◆ WHAT THIS TASK INVOLVES
Whenever a line carries the word "lane", pull it out of the entries.

[Stored data entries]
------------------------------------------------------------------------
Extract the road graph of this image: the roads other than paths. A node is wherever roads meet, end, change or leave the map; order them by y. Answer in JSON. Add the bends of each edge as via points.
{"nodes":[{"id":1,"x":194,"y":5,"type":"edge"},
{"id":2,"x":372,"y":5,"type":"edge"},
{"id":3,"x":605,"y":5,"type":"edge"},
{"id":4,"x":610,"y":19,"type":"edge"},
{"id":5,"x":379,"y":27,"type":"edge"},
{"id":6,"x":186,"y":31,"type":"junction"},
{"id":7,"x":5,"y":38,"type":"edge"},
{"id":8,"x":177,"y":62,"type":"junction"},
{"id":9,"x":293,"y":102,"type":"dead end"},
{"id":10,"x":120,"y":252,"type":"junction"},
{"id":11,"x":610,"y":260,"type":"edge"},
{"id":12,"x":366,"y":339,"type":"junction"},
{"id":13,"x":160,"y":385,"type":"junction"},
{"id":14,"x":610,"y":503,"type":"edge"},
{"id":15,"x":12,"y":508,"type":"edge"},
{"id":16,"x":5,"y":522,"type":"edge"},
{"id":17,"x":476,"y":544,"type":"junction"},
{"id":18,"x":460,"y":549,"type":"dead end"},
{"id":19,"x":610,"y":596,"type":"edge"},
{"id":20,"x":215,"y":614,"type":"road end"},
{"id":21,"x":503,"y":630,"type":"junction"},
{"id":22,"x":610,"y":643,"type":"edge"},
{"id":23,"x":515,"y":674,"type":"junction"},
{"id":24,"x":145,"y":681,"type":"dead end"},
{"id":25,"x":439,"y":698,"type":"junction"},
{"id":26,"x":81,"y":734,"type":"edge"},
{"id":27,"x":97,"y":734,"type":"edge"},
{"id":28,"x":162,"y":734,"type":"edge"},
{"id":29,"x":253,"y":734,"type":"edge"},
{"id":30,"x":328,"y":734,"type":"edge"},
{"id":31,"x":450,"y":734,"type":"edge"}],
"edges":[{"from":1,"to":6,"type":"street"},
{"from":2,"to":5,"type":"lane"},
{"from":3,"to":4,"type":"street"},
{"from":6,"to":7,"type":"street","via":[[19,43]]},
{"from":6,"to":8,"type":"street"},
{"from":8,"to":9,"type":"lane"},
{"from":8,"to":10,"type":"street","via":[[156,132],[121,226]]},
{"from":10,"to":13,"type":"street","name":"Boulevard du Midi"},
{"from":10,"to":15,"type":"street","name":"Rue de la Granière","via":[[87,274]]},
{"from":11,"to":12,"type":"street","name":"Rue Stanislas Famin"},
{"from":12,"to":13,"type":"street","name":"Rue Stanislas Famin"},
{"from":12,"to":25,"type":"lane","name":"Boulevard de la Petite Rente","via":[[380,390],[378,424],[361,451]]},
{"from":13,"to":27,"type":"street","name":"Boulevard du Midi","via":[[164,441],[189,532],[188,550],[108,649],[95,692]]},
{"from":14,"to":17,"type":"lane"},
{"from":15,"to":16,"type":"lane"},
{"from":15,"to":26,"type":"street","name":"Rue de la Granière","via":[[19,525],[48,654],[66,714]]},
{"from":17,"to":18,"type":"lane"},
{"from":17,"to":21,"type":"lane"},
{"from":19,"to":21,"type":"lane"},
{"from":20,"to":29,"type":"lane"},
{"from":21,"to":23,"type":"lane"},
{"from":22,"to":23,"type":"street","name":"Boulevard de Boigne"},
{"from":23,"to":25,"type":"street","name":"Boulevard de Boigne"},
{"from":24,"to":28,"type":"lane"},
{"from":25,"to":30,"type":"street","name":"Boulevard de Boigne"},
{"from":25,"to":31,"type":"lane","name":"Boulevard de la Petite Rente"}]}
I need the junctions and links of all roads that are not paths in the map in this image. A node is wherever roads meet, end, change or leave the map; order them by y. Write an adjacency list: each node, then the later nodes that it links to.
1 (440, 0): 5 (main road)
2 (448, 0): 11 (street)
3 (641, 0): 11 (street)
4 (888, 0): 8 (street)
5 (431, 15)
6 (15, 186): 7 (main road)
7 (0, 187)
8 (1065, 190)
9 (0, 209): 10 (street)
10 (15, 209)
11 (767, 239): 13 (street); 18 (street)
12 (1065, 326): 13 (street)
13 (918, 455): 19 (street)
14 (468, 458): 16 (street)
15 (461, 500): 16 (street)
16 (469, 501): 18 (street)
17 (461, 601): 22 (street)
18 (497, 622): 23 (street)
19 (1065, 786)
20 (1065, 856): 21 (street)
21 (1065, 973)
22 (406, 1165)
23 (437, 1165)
------------------------------------------------------------------------
◆ RESULT OF THIS TASK
{"from":2,"to":5,"type":"lane"},
{"from":8,"to":9,"type":"lane"},
{"from":12,"to":25,"type":"lane","name":"Boulevard de la Petite Rente","via":[[380,390],[378,424],[361,451]]},
{"from":14,"to":17,"type":"lane"},
{"from":15,"to":16,"type":"lane"},
{"from":17,"to":18,"type":"lane"},
{"from":17,"to":21,"type":"lane"},
{"from":19,"to":21,"type":"lane"},
{"from":20,"to":29,"type":"lane"},
{"from":21,"to":23,"type":"lane"},
{"from":24,"to":28,"type":"lane"},
{"from":25,"to":31,"type":"lane","name":"Boulevard de la Petite Rente"}]}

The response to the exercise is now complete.